-- Data records follows --

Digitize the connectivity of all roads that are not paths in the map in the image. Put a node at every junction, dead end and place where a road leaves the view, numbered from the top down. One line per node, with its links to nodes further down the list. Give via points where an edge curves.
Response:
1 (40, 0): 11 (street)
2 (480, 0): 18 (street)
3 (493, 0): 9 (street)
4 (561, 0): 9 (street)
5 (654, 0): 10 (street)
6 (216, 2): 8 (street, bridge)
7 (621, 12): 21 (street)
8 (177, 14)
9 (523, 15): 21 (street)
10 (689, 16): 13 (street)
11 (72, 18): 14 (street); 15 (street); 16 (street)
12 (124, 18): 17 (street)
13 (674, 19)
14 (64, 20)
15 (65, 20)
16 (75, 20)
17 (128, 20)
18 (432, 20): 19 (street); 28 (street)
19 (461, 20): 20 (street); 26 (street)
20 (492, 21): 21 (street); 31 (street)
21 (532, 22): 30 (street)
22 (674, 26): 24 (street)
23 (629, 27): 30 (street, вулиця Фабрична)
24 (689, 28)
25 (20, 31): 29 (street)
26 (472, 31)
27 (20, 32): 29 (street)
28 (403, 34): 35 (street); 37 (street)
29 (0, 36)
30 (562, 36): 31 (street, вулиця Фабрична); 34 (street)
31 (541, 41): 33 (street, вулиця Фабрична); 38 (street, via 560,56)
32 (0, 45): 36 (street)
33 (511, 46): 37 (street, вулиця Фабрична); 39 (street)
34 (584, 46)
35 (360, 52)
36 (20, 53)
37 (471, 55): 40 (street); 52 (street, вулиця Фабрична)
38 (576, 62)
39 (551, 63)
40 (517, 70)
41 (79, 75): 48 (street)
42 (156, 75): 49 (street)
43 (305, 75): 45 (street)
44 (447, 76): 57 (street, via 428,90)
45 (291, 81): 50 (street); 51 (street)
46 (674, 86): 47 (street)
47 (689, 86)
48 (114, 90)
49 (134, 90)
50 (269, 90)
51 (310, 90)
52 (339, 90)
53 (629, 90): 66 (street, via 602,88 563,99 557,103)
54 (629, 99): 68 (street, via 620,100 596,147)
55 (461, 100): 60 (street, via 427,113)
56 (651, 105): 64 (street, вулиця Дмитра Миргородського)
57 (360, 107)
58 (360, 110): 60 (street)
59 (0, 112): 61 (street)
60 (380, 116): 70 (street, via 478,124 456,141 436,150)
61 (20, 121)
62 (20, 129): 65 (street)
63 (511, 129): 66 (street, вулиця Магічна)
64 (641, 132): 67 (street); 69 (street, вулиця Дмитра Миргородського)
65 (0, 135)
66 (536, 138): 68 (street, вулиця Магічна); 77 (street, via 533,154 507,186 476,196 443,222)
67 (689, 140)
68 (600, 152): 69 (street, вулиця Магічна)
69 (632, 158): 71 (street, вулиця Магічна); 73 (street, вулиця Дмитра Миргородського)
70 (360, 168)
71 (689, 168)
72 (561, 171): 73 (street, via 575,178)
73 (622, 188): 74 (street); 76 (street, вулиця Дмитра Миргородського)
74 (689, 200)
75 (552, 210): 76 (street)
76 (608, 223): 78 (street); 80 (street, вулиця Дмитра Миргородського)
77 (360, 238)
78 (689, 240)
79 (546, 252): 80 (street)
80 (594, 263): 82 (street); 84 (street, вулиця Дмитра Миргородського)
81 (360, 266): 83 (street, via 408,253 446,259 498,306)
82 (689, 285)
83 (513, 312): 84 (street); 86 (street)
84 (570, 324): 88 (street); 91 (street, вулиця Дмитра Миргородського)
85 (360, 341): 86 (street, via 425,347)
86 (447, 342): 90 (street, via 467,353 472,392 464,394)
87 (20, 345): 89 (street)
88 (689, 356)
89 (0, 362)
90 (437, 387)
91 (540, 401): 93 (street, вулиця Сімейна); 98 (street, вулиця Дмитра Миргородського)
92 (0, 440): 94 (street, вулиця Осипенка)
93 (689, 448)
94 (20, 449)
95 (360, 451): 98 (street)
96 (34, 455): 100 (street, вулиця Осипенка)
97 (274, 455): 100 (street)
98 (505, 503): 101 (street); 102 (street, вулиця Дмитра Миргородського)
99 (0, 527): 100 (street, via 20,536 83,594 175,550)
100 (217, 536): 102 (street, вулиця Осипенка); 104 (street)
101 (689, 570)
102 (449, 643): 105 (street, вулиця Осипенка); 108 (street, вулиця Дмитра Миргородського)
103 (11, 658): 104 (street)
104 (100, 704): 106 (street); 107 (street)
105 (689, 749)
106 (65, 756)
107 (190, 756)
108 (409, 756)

-- Data records concluded --

**What you have to do:** Return only the count of lines in the listing above that hold the string "Осипенка".

**Output of the task:** 4